The first account: Luke here refers to his Gospel account of Jesus’ life. In his Gospel account, Luke focused on “all the things Jesus started to do and to teach.” In the book of Acts, Luke picks up where he left off and records what Jesus’ followers said and did. The accounts are similar in style and wording, and both are addressed to Theophilus. Whether Theophilus was a disciple of Christ is not stated explicitly. (See study note on Lu 1:3.) Luke begins the book of Acts by summarizing many of the events recorded at the end of his Gospel, clearly indicating that this second account is a continuation of the first. In this summary, however, Luke uses somewhat different wording and provides extra details.—Compare Lu 24:49 with Ac 1:1-12.
were continually in the temple: After Jesus’ execution, the disciples were in fear of their enemies, so they met behind locked doors. (Joh 20:19, 26) However, the disciples were strengthened when they received enlightenment from Jesus (Ac 1:3) as well as when they witnessed his ascension to heaven on the 40th day after his resurrection. They courageously came out in public, praising God. Luke adds to the record he began with his Gospel account by writing the book of Acts, documenting the zealous activity of the disciples.—See study note on Ac 1:1.

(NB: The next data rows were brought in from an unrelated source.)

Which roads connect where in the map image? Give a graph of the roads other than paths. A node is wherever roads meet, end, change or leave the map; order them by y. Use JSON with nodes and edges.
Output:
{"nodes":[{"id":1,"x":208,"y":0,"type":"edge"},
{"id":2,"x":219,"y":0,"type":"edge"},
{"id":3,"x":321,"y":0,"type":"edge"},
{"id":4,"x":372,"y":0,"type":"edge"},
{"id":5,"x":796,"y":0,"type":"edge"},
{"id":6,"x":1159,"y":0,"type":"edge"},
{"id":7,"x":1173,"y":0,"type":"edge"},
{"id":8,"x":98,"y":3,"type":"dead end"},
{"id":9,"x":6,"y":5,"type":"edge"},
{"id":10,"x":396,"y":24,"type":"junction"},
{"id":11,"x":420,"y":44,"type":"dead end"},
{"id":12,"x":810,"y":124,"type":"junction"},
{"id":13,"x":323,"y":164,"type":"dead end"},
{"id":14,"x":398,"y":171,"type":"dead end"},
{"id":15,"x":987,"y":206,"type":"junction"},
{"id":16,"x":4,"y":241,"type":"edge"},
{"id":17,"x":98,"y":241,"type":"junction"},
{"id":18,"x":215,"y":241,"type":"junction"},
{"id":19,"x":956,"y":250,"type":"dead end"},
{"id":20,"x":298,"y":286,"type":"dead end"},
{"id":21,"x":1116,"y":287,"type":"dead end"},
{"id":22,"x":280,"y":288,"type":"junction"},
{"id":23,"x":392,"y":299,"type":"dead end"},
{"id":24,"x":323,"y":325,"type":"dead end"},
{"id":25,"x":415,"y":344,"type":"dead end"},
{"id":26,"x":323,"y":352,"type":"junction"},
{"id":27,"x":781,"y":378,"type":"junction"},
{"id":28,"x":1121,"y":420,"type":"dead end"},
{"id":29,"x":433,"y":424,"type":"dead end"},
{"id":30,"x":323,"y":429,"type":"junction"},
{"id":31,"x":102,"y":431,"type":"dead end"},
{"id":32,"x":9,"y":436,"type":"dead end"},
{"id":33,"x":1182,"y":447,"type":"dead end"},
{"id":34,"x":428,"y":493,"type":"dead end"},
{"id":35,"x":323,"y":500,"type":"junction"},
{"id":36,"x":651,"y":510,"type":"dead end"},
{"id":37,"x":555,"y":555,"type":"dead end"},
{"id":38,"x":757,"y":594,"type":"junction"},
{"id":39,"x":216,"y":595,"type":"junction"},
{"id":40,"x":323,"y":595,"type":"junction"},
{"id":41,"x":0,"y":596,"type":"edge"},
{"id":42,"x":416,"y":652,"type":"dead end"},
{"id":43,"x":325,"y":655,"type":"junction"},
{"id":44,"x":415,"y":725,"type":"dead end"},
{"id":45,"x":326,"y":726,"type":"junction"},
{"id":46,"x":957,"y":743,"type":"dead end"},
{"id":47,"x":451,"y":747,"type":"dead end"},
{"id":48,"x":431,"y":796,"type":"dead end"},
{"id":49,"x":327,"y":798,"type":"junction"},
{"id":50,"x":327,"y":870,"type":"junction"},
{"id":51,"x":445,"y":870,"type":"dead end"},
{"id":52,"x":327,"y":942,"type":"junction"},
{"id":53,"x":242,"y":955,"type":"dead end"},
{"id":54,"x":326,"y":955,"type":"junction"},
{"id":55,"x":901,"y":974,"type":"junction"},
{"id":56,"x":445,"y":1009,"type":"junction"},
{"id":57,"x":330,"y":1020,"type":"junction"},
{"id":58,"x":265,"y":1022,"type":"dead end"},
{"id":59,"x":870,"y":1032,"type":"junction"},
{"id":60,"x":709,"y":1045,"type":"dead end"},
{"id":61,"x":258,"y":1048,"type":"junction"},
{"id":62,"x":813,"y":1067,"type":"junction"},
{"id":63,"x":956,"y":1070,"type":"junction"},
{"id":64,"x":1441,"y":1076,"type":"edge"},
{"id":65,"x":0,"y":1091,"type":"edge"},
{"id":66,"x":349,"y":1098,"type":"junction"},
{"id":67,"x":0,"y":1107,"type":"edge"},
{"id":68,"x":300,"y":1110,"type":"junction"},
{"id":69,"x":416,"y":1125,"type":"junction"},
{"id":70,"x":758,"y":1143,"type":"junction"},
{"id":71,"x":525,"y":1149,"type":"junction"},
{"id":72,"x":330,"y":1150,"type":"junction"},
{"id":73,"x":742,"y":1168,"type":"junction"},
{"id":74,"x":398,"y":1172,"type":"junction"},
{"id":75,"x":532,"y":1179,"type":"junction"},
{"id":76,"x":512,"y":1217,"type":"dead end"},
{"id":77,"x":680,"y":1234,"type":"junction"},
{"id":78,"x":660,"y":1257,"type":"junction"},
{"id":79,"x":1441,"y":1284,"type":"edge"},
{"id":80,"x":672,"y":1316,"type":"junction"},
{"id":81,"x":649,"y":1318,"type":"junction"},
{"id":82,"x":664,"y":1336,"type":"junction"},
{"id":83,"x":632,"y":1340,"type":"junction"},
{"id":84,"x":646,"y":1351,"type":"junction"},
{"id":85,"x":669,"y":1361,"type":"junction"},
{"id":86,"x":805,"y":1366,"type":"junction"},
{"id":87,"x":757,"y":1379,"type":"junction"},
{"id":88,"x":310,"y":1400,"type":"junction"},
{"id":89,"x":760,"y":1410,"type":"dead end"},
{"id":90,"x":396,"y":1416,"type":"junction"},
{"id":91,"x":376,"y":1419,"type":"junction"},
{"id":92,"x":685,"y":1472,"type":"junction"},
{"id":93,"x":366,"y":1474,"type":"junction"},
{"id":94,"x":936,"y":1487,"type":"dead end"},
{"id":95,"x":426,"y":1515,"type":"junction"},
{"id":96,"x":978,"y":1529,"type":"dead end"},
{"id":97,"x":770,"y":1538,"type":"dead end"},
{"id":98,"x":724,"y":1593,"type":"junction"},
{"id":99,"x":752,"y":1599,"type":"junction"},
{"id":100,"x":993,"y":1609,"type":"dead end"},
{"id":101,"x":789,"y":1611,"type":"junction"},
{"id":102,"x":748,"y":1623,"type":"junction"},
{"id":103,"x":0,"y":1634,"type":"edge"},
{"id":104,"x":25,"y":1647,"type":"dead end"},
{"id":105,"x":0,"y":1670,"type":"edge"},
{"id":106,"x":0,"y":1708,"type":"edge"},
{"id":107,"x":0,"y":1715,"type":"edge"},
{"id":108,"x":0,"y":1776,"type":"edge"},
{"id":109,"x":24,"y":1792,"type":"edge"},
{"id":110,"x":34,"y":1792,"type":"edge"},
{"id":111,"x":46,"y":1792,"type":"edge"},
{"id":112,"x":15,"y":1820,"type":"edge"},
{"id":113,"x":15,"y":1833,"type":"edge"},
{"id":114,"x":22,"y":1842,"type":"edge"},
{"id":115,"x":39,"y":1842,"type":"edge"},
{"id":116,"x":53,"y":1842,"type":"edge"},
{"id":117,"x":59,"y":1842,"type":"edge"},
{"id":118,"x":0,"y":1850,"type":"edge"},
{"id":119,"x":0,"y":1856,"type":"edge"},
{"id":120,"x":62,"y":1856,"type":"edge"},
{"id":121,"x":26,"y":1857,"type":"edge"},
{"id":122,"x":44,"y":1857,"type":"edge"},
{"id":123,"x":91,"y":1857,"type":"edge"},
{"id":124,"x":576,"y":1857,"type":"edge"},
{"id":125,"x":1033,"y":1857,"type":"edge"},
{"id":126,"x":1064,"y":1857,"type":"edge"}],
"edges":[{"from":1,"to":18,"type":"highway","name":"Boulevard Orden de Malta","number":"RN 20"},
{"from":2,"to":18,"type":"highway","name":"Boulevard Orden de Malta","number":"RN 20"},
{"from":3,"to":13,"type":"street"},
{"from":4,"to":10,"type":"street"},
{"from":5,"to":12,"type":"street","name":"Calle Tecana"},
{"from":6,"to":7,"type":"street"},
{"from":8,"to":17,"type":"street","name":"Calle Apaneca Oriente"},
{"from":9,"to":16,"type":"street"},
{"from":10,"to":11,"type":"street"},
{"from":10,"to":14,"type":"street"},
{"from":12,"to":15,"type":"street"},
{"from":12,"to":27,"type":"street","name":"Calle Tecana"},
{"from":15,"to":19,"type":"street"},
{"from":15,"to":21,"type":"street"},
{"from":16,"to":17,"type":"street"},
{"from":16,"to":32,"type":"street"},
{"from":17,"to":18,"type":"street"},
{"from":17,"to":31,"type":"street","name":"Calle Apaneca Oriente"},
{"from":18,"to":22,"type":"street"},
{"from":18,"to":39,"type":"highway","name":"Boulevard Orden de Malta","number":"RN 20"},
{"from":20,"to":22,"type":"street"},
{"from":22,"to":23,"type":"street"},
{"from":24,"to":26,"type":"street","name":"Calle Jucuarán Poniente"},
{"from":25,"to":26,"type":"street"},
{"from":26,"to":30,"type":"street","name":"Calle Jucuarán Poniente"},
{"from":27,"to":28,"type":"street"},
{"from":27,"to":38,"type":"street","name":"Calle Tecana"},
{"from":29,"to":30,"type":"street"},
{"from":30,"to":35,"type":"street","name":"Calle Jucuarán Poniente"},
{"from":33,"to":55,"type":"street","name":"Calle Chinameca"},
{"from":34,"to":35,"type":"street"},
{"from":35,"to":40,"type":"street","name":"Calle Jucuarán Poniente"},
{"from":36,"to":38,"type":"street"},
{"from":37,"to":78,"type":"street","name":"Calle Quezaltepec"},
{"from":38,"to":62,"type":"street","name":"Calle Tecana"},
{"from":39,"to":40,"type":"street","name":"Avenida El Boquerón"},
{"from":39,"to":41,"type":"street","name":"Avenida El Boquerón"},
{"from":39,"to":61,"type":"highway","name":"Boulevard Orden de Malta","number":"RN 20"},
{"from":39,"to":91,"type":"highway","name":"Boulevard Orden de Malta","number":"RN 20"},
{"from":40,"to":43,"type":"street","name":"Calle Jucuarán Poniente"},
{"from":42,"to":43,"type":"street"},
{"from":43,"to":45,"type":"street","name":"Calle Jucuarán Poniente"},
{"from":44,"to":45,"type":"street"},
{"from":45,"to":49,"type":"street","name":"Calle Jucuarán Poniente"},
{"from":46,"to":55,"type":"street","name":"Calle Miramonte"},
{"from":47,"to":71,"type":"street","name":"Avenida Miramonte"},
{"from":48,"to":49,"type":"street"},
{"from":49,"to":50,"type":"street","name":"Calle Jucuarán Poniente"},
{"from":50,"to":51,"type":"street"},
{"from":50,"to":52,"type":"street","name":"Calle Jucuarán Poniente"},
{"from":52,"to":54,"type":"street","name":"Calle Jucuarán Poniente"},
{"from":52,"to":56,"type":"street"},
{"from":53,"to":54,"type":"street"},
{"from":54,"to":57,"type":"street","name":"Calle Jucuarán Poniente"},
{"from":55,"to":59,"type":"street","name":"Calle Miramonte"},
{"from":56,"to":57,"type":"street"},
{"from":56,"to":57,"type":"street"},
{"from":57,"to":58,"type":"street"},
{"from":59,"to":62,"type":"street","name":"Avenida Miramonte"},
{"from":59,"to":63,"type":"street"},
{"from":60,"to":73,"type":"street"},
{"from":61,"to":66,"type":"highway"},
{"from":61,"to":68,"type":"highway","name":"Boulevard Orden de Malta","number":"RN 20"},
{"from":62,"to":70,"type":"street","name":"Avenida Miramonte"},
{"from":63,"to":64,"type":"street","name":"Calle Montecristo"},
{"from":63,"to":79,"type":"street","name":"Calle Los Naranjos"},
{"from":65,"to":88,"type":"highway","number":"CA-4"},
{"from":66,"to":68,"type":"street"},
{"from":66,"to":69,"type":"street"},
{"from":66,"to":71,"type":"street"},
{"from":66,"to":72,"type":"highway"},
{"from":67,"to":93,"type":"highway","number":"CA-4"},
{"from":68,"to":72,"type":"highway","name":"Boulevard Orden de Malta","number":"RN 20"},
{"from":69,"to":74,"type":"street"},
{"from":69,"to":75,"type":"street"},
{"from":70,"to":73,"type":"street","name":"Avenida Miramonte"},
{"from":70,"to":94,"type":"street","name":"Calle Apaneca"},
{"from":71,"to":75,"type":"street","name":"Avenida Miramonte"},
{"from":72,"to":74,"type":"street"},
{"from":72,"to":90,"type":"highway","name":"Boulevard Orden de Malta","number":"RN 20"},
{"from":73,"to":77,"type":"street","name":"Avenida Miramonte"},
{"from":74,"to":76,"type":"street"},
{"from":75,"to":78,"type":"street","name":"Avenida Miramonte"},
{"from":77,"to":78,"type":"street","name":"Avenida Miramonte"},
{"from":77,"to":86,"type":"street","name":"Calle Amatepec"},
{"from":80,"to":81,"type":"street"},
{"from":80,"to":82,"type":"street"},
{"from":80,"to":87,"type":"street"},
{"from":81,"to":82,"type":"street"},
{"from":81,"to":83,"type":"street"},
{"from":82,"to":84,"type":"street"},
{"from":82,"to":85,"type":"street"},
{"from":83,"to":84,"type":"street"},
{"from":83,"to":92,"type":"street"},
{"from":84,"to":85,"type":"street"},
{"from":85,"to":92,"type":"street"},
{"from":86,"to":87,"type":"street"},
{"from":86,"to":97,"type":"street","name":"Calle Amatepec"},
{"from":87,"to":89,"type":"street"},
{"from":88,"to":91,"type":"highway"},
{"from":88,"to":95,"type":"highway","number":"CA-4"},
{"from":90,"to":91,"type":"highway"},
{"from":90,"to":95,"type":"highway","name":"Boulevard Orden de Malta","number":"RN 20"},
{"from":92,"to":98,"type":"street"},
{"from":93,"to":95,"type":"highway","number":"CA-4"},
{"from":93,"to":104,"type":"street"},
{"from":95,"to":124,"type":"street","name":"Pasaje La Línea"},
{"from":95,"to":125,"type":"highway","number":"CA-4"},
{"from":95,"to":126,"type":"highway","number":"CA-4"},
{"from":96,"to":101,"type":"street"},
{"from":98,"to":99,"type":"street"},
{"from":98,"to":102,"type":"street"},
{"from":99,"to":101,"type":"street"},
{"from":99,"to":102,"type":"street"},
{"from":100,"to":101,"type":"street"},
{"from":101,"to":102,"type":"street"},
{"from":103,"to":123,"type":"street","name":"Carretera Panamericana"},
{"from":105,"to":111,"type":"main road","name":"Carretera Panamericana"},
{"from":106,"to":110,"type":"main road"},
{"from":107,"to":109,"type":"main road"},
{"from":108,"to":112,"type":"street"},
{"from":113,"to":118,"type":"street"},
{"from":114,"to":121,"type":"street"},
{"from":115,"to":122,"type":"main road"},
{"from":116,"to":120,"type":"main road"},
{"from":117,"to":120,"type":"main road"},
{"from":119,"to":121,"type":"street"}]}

This is a photograph of a replica of a human heel bone pierced by an iron nail that was 11.5 cm (4.5 in.) long. The original artifact was found in 1968, during excavations in northern Jerusalem, and dates to Roman times. It provides archaeological evidence that nails were likely used in executions to fasten the person to a wooden stake. This nail may be similar to the nails employed by the Roman soldiers to fasten Jesus Christ to the stake. The artifact was found in a stone box, called an ossuary, into which the dried bones of a deceased person were placed after the flesh had decomposed. This indicates that someone executed on a stake could be given a burial.